### TASK PROMPT
Among the entries below, find every line that has "nodes" and pull it out.

### RECORDS
┏━━
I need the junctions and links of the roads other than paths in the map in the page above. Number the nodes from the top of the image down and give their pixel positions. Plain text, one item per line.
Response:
┗━━
┏━━
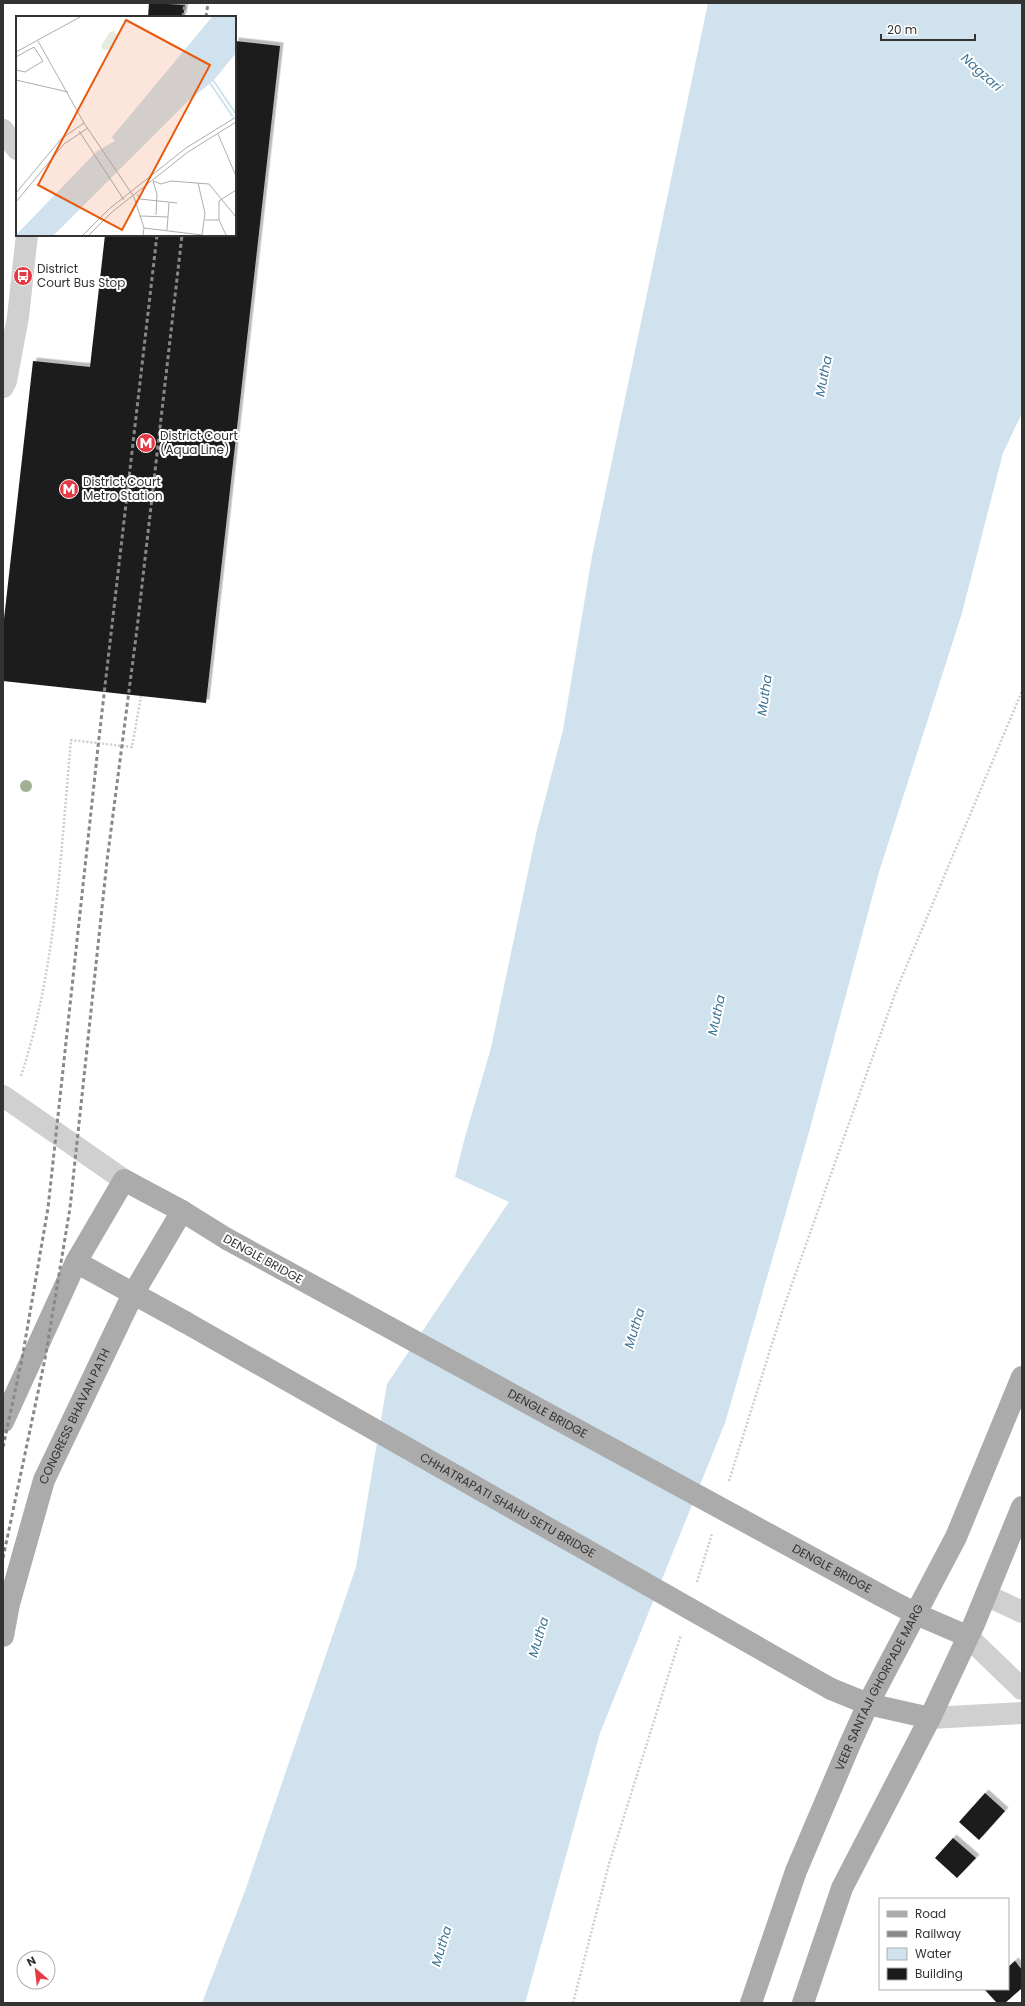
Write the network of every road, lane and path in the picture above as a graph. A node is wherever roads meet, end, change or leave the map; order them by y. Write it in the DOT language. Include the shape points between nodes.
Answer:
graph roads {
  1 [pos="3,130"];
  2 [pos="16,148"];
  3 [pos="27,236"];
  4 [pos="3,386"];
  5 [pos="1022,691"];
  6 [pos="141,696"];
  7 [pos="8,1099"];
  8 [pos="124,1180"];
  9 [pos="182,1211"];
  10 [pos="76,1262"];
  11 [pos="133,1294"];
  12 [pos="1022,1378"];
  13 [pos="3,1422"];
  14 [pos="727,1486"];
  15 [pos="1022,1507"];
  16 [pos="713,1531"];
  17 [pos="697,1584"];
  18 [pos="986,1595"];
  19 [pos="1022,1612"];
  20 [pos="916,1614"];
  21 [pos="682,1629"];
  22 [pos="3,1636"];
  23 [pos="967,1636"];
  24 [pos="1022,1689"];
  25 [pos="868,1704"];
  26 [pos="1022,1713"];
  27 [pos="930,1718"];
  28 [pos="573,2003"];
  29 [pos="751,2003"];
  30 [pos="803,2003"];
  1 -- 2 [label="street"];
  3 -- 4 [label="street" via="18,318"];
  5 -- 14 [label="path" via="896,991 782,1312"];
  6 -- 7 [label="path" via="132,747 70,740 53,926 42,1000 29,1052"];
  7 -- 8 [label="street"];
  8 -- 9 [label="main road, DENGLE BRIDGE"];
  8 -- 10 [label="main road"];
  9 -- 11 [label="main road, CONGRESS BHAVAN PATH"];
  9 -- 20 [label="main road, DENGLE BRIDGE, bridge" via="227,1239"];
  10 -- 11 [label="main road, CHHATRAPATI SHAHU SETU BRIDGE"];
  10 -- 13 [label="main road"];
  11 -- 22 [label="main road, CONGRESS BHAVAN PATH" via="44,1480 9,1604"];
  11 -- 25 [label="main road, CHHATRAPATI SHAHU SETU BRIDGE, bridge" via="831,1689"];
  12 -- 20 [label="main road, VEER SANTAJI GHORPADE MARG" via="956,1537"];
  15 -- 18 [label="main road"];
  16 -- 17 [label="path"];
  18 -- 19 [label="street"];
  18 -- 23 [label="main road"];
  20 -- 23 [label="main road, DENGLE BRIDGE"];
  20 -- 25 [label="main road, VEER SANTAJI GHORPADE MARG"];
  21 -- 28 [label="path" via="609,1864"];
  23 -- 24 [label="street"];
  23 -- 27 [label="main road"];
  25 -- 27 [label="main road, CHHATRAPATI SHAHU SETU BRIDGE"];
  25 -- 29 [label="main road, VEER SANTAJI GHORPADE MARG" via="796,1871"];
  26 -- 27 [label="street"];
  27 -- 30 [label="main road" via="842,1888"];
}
┗━━
### EXERCISE OUTPUT
I need the junctions and links of the roads other than paths in the map in the page above. Number the nodes from the top of the image down and give their pixel positions. Plain text, one item per line.
Write the network of every road, lane and path in the picture above as a graph. A node is wherever roads meet, end, change or leave the map; order them by y. Write it in the DOT language. Include the shape points between nodes.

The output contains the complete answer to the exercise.